The other radios, however, are all Johnsons, and will have to be replaced, at a cost of $350 each.
Frey said he estimated the total cost of getting all bus radios into compliance would be $15,000, but that "might be a bit high." He said the work would be done this summer. The money can come out of the capital outlay part of the budget.
Frey continued to talk about costs, stating, "Fuel is the highest it's been in the three years I've been here." He reported that the diesel tanks at Cornersville and Chapel Hill had been filled the previous day, and the Lewisburg tank would be topped up Wednesday.
"That should get us to the end of the year," Frey said.
"I suggest you keep them topped off," said committee chairman Curt Denton.
After the school year ends, the school buses transport children for the Bridges program.
"When the Bridges money comes in, does in go back into the diesel part of the budget?" asked Barbara Kennedy.

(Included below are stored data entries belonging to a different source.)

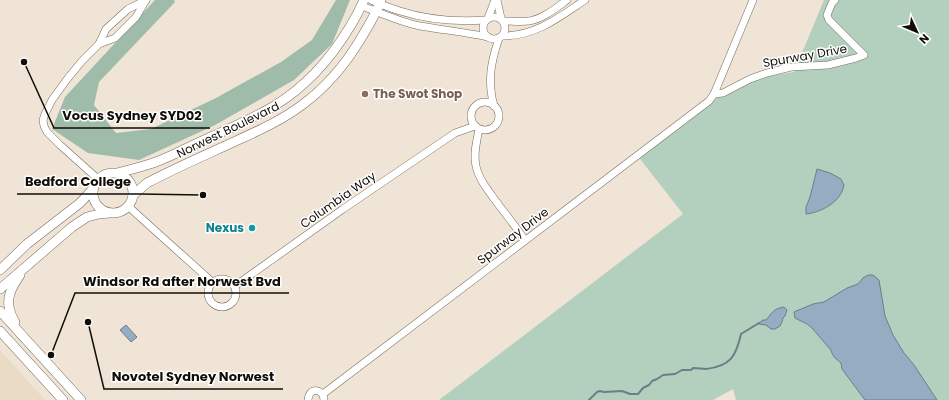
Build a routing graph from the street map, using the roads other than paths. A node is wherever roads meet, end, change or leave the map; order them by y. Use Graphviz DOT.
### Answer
graph roads {
  1 [pos="146,0"];
  2 [pos="371,0"];
  3 [pos="496,0"];
  4 [pos="567,0"];
  5 [pos="585,0"];
  6 [pos="753,0"];
  7 [pos="835,0"];
  8 [pos="363,3"];
  9 [pos="379,5"];
  10 [pos="487,19"];
  11 [pos="502,20"];
  12 [pos="501,37"];
  13 [pos="489,38"];
  14 [pos="99,44"];
  15 [pos="492,60"];
  16 [pos="490,86"];
  17 [pos="714,94"];
  18 [pos="478,103"];
  19 [pos="494,106"];
  20 [pos="471,119"];
  21 [pos="477,128"];
  22 [pos="455,133"];
  23 [pos="117,173"];
  24 [pos="98,179"];
  25 [pos="92,190"];
  26 [pos="133,195"];
  27 [pos="128,206"];
  28 [pos="110,213"];
  29 [pos="526,240"];
  30 [pos="17,253"];
  31 [pos="27,264"];
  32 [pos="0,266"];
  33 [pos="0,270"];
  34 [pos="213,283"];
  35 [pos="235,286"];
  36 [pos="0,289"];
  37 [pos="0,311"];
  38 [pos="0,331"];
  39 [pos="25,338"];
  40 [pos="323,397"];
  41 [pos="63,400"];
  42 [pos="81,400"];
  43 [pos="308,400"];
  1 -- 14 [label="street"];
  1 -- 14 [label="street"];
  2 -- 9 [label="street"];
  3 -- 10 [label="street"];
  3 -- 11 [label="street"];
  4 -- 11 [label="street"];
  5 -- 12 [label="street"];
  6 -- 17 [label="street, Spurway Drive"];
  7 -- 17 [label="street, Spurway Drive"];
  8 -- 9 [label="street"];
  8 -- 23 [label="main road, Norwest Boulevard"];
  9 -- 10 [label="street"];
  9 -- 13 [label="street"];
  9 -- 26 [label="main road, Norwest Boulevard"];
  10 -- 11 [label="street"];
  10 -- 13 [label="street"];
  11 -- 12 [label="street"];
  12 -- 13 [label="street"];
  12 -- 15 [label="street"];
  13 -- 15 [label="street"];
  14 -- 24 [label="street"];
  15 -- 16 [label="street"];
  16 -- 18 [label="street"];
  16 -- 19 [label="street"];
  17 -- 29 [label="street, Spurway Drive"];
  18 -- 19 [label="street"];
  18 -- 20 [label="street"];
  19 -- 21 [label="street"];
  20 -- 21 [label="street"];
  20 -- 22 [label="street, Columbia Way"];
  21 -- 22 [label="street, Columbia Way"];
  21 -- 29 [label="street"];
  22 -- 35 [label="street, Columbia Way"];
  23 -- 24 [label="main road"];
  23 -- 26 [label="main road"];
  24 -- 25 [label="main road"];
  25 -- 28 [label="main road"];
  25 -- 30 [label="main road"];
  26 -- 27 [label="main road"];
  27 -- 28 [label="main road"];
  27 -- 34 [label="street"];
  28 -- 31 [label="main road"];
  29 -- 40 [label="street, Spurway Drive"];
  30 -- 32 [label="main road"];
  30 -- 33 [label="main road"];
  31 -- 36 [label="main road"];
  31 -- 39 [label="main road"];
  34 -- 35 [label="street"];
  34 -- 35 [label="street"];
  37 -- 39 [label="main road"];
  38 -- 41 [label="main road"];
  39 -- 42 [label="main road"];
  40 -- 43 [label="street"];
}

"I think it's going into 'miscellaneous refunds,'" said budget committee chairman Donnie Moses. "We've got to get it back."
"It's only 40 cents a mile," exclaimed Frey. "It barely scratches the surface."
Nevertheless, committee members agreed there needed to be tighter control of miscellaneous refunds so they were credited back to the areas where the money had been spent in the first place.
Moving on to another spending question, Kennedy asked Frey, "How many new buses will you need next year?"
"I've asked for two special ed buses," Frey answered. "Special ed is growing, growing, growing. I'll probably ask for two more regular buses."
"Money for that's already allocated by the county, isn't it?" Kennedy asked, turning to the new director of schools; "Jackie, will you ask Freda?"
Freda Terry is the county budget director.
Kennedy also asked Frey to try and figure out what having a Comprehensive Development Classroom in Chapel Hill would do for bus mileage.
"Apparently there's a growing need for it," she said, referring to two families who addressed the board in recent months, begging for a CDC classroom at Forrest.
Moving on to bus scheduling, Randy Perryman said, "We need to address the start time. Schools should start at the same time. Then we could use the Distance Learning. It's the one thing that's holding Distance Learning back."
"We're working to get that taken care of," promised new director of schools Jackie Abernathy.
After the meeting Abernathy showed committee members the changes she has started making in the director's office.